Through his research and experiments, Schnabel found that in nearly every case, cereal grass contained a higher level of vitamins than other foods. With all the discoveries, people were clamoring for a way to increase the vitamins in their diets. Schnabel's Cerophyl was the answer. With the recommended 20 tablets per day, people could receive their minimum daily requirements of most of the known vitamins.

Cerophyl's market took off immediately. Nearly every pharmacy in the United States carried the product. Due to the onslaught of articles in medical journals and the FDA's approval as a food, doctors routinely recommended Cerophyl to their patients. It also had a growing international market. Several dehydrating facilities in Northeast Kansas were working at maximum capacity, harvesting thousands of acres of cereal grass at the jointing stage to keep up with the demand. Cerophyl became a popular brand name for two decades.

In the 1950s, the widespread popularity of Cerophyl started to wane with the introduction of One-A-Day Vitamins. It was an era that lauded "the miracles of modern science." People reasoned that it was better to take one tablet of synthetic vitamins per day than to obtain their vitamins from a natural source by taking twenty Cerophyl tablets.
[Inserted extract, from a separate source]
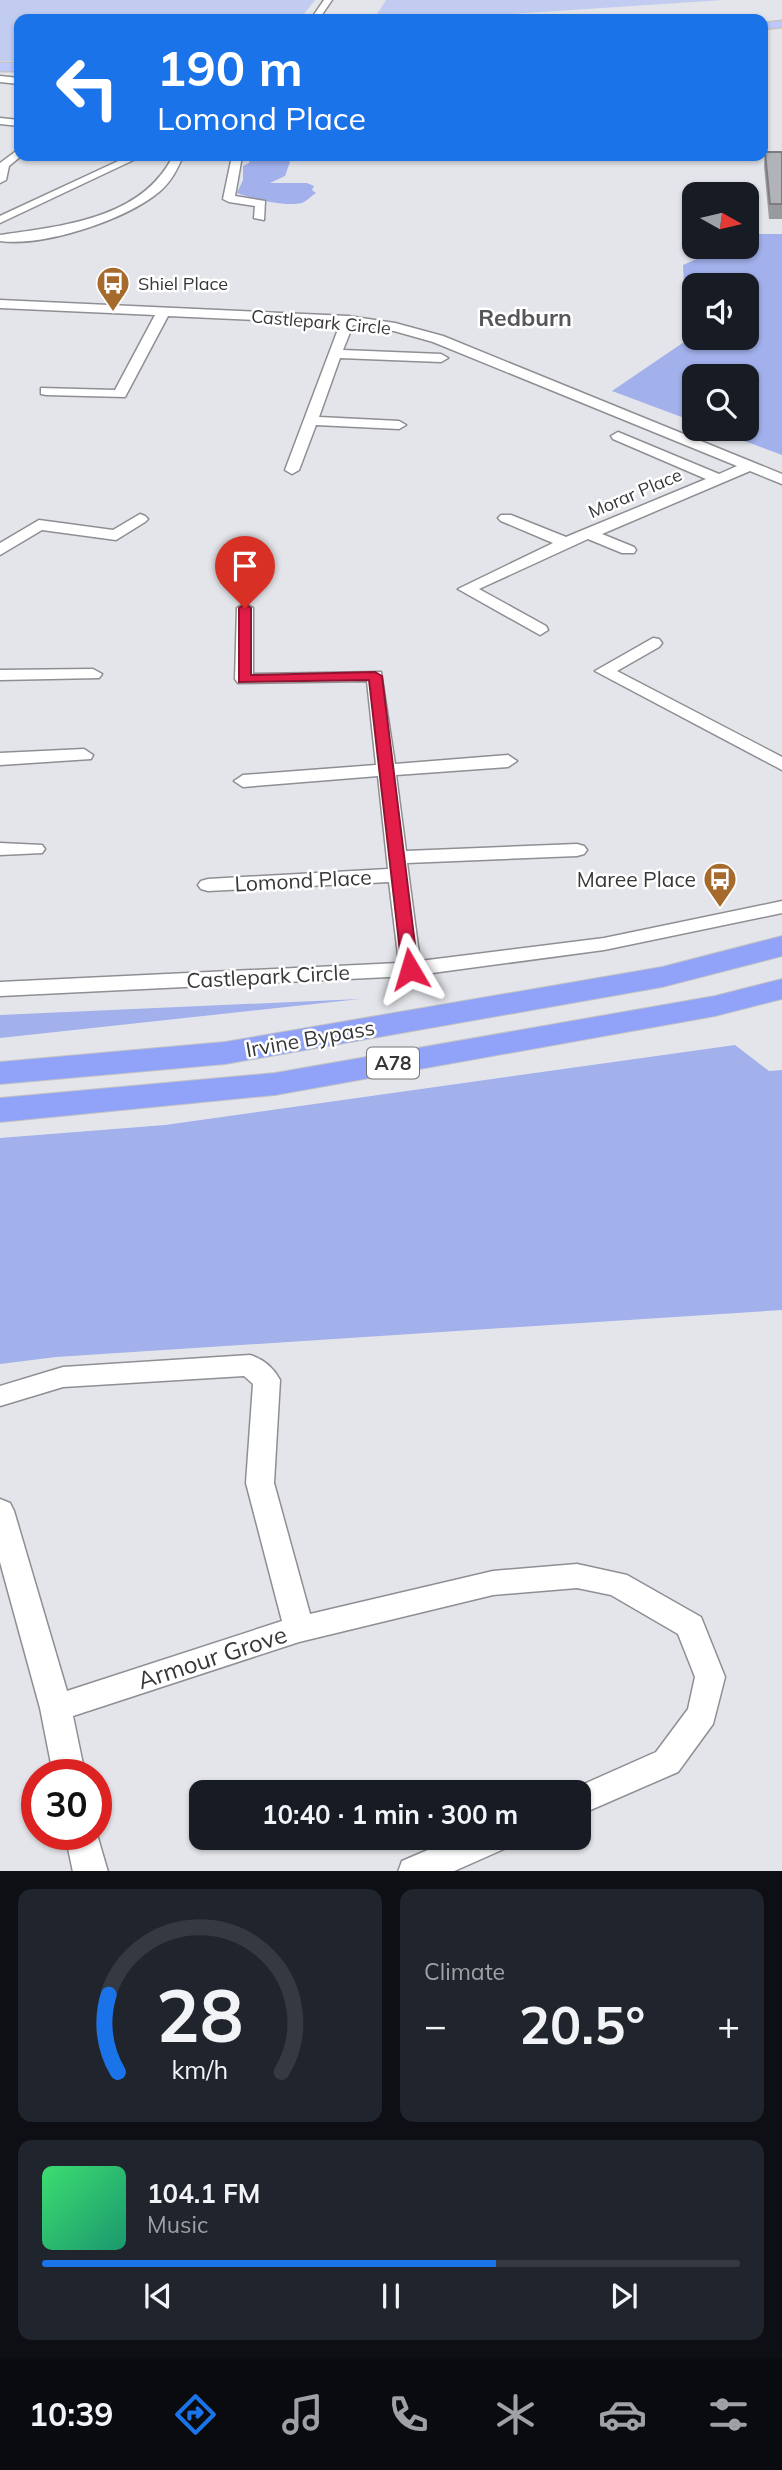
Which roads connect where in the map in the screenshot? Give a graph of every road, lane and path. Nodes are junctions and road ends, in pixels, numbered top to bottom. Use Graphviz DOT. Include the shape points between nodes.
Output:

Although the first use of Cerophyl for both human and animal consumption occurred in August 1937, it was not trademarked years later. The popularity of Cerophyl gave way to synthetic vitamins that people thought were better and more convenient. Schnabel developed a version of Cerophyl, fortified with synthetic vitamins, so the consumer could reduce the daily requirement from twenty tablets to four, but this second product had limited success. Although Cerophyl continued to be sold on a limited basis, it was not until 1976 that the use of cereal grass as a human food began to increase again.

He also tested cereal grass at every stage of growth and determined the highest level of nutrition was achieved just prior to and at the jointing stage. He developed a dehydration method that captured that high nutritional level. His research led directly to dozens of dehydration facilities in every state where cereal grains and alfalfa are grown. These facilities have produced millions of tons of cereal grass and alfalfa for both human and animal consumption. Many are still in operation.

Over the last 75 years, facilities based on Schnabel's research have produced billions of dollars in animal feeds as well as billions in human food supplements. These facilities are being used exclusively for drying cereal grass and alfalfa for human consumption. Other companies also have dehydration facilities used for cereal grass as a food or as a nutrient-dense ingredient in foods.